The Israeli-Palestinian conflict has become deeply ingrained in daily life. Work must begin now to heal deep-seated divisions, which are not likely to be resolved in a burst of diplomacy.

Published on May 5, 2021

It is time to admit what most observers already know: the Israeli-Palestinian conflict that diplomats have been dealing with for half a century is over. It is not that a solution has been found. Just the opposite: all the injustices and insecurities that afflict inhabitants of the region between the Jordan River and the Mediterranean Sea are now so deeply ingrained in daily life that no diplomatic framework can address them now. This leaves some people far better off than others, of course—and it leaves many quite satisfied. But even the smug have cause for worry—less about their own lives and livelihood and more about the world to be inhabited by their children and grandchildren. And many others are left stateless, restricted in movement, harshly policed, and pondering how to provide for their family’s needs now rather than for future generations.

Taking a Better Look at Some Bad History

It no longer makes sense to talk about a “peace process” as though it might be fruitful to gather Israeli and Palestinian leaders one more time at Camp David or Taba. Instead, it is more useful to understand that the deep social and political divisions among the people of the territory between the Mediterranean Sea and the Jordan River have metastasized into intractable troubles akin to those of other times and places: the American South as the era of Reconstruction faded and Jim Crow laws were gradually imposed; the Indian subcontinent as the British Empire emerged too weak from World War II to sustain itself, giving way to violent conflicts and some outcomes that remain contentious today; and South Africa in the first half of the twentieth century with its racialized and ethnic divisions very deeply entrenched in law and practice but not yet formally systematized as apartheid.

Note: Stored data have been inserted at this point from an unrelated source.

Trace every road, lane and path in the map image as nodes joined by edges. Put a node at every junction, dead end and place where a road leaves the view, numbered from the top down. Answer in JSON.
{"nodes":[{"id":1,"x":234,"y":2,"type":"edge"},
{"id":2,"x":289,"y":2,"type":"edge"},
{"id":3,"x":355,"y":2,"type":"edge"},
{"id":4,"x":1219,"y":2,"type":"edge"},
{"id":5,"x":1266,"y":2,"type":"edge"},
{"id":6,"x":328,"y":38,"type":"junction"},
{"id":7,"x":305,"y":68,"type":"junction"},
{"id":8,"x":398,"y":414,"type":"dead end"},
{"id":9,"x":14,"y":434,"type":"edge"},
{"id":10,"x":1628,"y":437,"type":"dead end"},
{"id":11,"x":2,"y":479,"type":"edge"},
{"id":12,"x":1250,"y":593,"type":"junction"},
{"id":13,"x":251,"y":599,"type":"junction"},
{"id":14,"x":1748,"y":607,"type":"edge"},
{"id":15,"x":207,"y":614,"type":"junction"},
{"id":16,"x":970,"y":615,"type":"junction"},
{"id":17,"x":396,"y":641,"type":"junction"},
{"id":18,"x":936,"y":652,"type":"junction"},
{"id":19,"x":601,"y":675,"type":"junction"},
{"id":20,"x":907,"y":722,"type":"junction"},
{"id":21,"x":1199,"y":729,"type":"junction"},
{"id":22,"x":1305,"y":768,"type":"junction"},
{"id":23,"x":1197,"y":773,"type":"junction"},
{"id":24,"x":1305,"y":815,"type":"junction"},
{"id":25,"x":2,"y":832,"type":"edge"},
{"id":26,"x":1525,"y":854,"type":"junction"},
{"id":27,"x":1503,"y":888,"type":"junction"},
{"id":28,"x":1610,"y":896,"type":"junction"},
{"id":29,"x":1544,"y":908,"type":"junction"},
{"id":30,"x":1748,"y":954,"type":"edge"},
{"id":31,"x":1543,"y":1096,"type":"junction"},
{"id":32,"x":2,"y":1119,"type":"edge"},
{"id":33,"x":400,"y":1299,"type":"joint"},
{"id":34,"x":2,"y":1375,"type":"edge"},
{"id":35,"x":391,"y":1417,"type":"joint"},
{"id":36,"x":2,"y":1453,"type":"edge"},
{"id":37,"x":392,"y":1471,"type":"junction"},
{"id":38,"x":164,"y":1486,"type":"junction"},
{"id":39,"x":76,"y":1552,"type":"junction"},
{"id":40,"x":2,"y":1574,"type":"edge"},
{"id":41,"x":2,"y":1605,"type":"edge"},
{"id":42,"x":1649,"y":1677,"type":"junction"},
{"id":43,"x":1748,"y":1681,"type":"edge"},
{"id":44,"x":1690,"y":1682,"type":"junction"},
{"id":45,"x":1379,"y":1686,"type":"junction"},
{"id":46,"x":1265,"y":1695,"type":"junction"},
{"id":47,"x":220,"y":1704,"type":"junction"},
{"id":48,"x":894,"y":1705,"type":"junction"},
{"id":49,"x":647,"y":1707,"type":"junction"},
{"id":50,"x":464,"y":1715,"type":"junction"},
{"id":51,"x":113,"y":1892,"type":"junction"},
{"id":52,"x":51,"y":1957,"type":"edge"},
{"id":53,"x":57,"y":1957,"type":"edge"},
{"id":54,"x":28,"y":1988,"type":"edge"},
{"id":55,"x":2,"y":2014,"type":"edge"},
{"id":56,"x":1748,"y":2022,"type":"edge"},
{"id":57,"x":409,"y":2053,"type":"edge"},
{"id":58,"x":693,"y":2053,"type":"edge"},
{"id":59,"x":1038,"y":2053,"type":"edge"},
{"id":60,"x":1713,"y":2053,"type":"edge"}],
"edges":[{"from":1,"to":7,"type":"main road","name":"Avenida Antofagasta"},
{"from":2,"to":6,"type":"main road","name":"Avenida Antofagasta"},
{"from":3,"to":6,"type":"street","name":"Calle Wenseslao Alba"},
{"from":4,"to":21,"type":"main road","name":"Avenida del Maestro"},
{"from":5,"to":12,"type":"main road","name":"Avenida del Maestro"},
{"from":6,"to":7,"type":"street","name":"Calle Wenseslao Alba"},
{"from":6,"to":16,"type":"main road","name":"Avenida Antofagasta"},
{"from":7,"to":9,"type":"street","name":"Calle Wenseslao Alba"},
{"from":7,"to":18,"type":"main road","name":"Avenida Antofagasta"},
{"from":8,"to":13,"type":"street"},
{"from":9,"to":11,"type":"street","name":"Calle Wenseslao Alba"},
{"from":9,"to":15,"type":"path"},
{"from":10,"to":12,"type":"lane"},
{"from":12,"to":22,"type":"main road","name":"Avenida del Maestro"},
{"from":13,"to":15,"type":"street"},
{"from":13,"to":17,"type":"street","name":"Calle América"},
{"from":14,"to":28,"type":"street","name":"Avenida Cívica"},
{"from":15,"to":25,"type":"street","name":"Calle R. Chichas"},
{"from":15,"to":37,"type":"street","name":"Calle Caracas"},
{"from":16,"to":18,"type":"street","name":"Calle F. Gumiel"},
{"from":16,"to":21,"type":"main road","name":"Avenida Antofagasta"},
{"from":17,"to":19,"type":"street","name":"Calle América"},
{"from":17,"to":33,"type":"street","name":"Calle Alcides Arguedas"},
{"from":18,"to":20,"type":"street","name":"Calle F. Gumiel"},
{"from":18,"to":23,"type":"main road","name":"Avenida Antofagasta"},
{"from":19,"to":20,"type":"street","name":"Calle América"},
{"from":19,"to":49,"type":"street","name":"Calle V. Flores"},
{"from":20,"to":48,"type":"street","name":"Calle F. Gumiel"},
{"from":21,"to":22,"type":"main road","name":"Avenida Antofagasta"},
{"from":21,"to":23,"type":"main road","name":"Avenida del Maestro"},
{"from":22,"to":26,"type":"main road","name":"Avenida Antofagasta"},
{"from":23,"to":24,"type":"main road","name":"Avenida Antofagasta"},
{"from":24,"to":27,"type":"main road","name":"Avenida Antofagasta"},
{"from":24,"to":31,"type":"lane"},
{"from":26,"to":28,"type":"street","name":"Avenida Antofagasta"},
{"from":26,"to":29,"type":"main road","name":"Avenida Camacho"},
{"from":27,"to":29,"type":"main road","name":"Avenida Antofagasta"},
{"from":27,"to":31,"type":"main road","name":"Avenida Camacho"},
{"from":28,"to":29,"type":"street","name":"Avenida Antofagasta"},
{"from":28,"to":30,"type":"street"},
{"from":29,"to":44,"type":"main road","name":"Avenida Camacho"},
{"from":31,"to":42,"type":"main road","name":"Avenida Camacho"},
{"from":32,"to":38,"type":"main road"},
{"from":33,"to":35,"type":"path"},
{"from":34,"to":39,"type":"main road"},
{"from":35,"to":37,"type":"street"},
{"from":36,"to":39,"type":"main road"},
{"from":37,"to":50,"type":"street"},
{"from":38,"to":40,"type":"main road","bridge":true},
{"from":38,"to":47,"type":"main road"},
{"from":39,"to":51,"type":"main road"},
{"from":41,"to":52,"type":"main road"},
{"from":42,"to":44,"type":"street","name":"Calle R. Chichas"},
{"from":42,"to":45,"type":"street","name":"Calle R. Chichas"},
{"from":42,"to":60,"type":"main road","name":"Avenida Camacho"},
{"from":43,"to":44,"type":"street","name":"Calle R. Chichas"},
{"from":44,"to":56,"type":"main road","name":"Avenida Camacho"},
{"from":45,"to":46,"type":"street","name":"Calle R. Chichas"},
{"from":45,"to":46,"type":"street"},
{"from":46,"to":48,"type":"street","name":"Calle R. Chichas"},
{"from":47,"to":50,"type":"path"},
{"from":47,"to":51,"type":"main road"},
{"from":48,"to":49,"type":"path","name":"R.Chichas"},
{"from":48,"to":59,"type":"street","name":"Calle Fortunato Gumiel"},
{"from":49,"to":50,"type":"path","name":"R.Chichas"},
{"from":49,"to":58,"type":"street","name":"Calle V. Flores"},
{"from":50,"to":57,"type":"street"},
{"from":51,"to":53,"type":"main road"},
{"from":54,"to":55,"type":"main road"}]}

Is this really the conclusion that most observers have come to? No, it is not a conclusion; instead, it is actually a starting point for most discussions—among Israelis and Palestinians, of course, who live these realities. But increasingly, scholars, analysts, and diplomats also frankly acknowledge the conflict’s transformation, at least behind closed doors. The extent of Israeli settlements in the West Bank is frequently cited as the reason for this change, and indeed, government-sponsored population movements contributed in an essential manner. But the one-state outcome has broad roots in the networks of internal and external control within the territory, the security regime, and the systems of laws and institutions that work in varying ways for different categories of inhabitants. Some of the practices are so deeply entrenched that they seem to be part of the natural landscape rather than political outcomes based on the accretion of decisions and policies, many of which are older than the people they govern.

There are understandable reasons for experts’ reticence to acknowledge that transformation openly. First, if the old diplomacy is dead, what is to be done? And second, does describing a situation as intractable mean accepting it and turning to problems that are more amenable to available diplomatic tools? Today, privileging the second objection has made it impossible to confront the first. It may be time to stop whistling past the graveyard of diplomacy.

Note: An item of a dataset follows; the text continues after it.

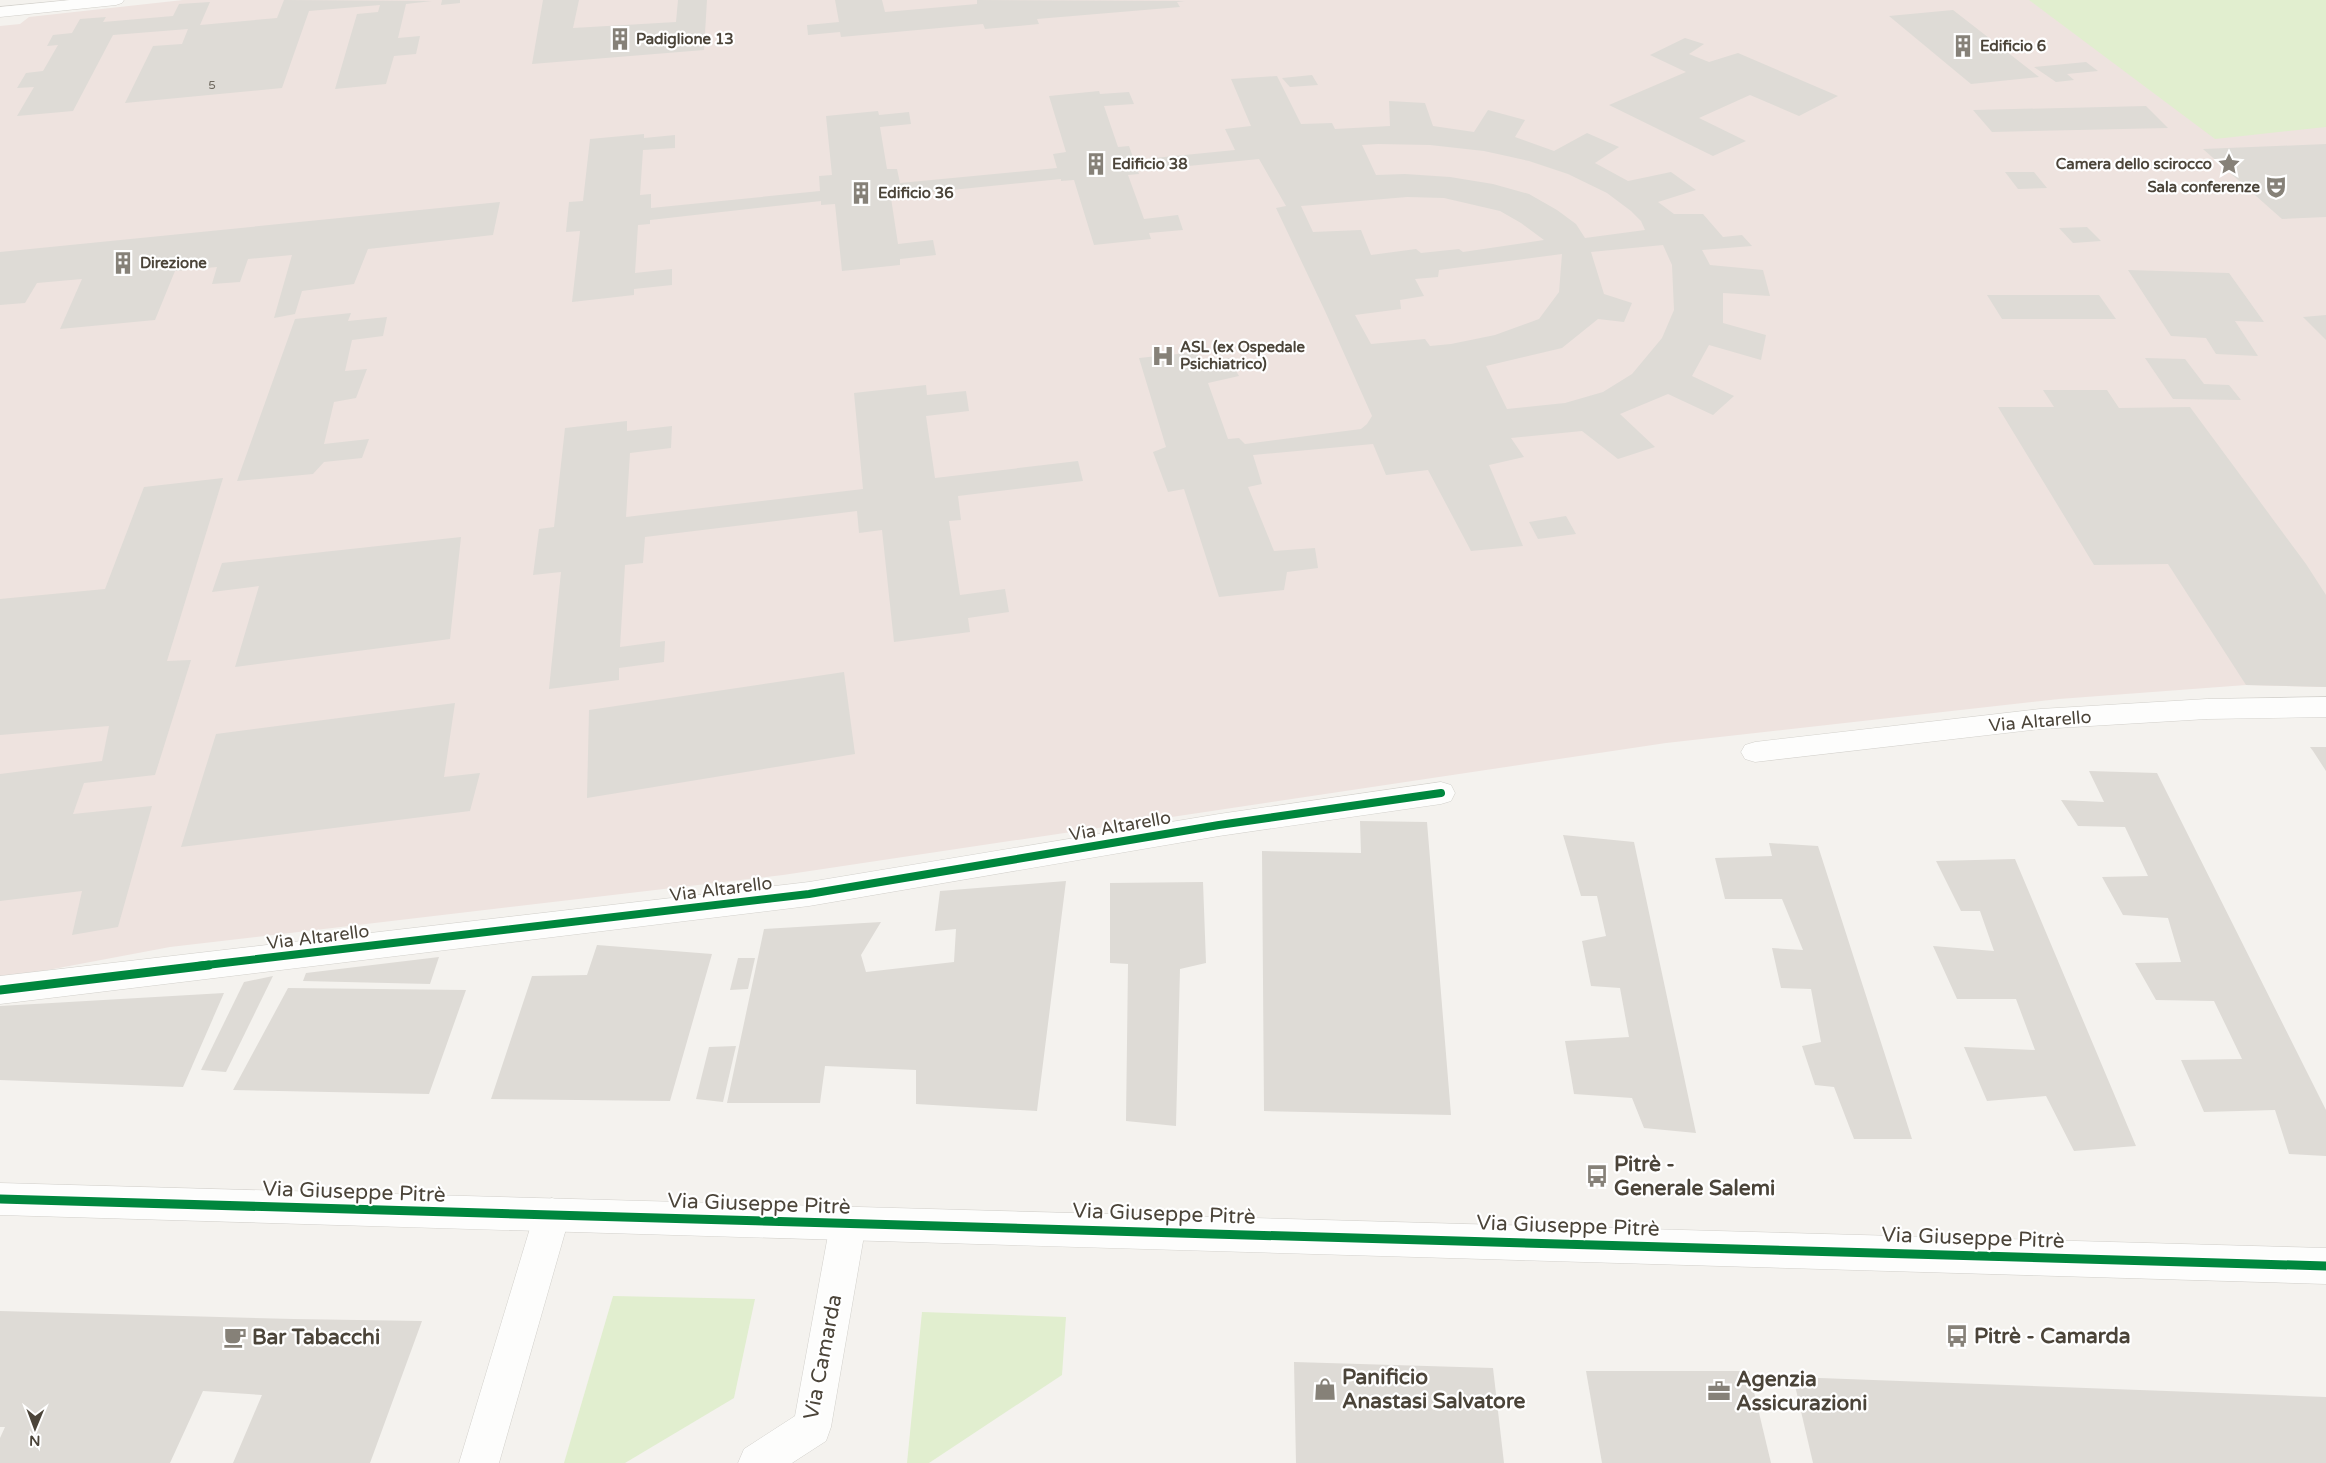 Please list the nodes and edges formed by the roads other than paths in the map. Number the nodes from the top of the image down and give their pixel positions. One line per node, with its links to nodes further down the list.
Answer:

Narrowly Averting a 1948 Moment

Former U.S. president Donald Trump’s administration was happy to embrace the conflict’s transformation—and implicitly treat it as a virtue. Trump administration officials flirted with Israeli annexation of the West Bank (encouraging it in practice but stopping short of endorsing formal annexation), dismissed the Palestinian leadership as irrelevant, embraced Israeli settlements, avoided any mention of Palestinian national identity, and even attempted to render international law on the subject illegal. They treated the absence of a negotiated solution as something to perpetuate, not overcome.

Under Trump and Israel’s Prime Minister Benjamin Netanyahu, the situation seemed to be nearing a “1948 moment”—referring not to the end of the British Mandate in Palestine but to the victory of the National Party in South Africa and its adoption of apartheid as an ideology and policy—one designed to systematize, deepen, and render into a comprehensive legal form the unequal arrangements that had arisen over time. While Israel drew back from any full formal move, the term “apartheid” is used increasingly seriously as a description for what had only been called occupation.

Back to a More Realistic Future? Or Not?

The new administration of U.S. President Joe Biden has adopted a different stance. Incoming officials openly acknowledge part of the closed-door consensus: a two-state solution is not just one summit away. But they advocate a long-term goal of moving things back in that direction. Secretary of State Antony Blinken described the general approach the day before Biden took office: “The only way to ensure Israel’s future as a Jewish, democratic state and to give the Palestinians a state to which they are entitled is through the so-called two-state solution. . . . [I]t’s hard to see near-term prospects for moving forward on that. What would be important is to make sure that neither party takes steps that make the already difficult process even more challenging.”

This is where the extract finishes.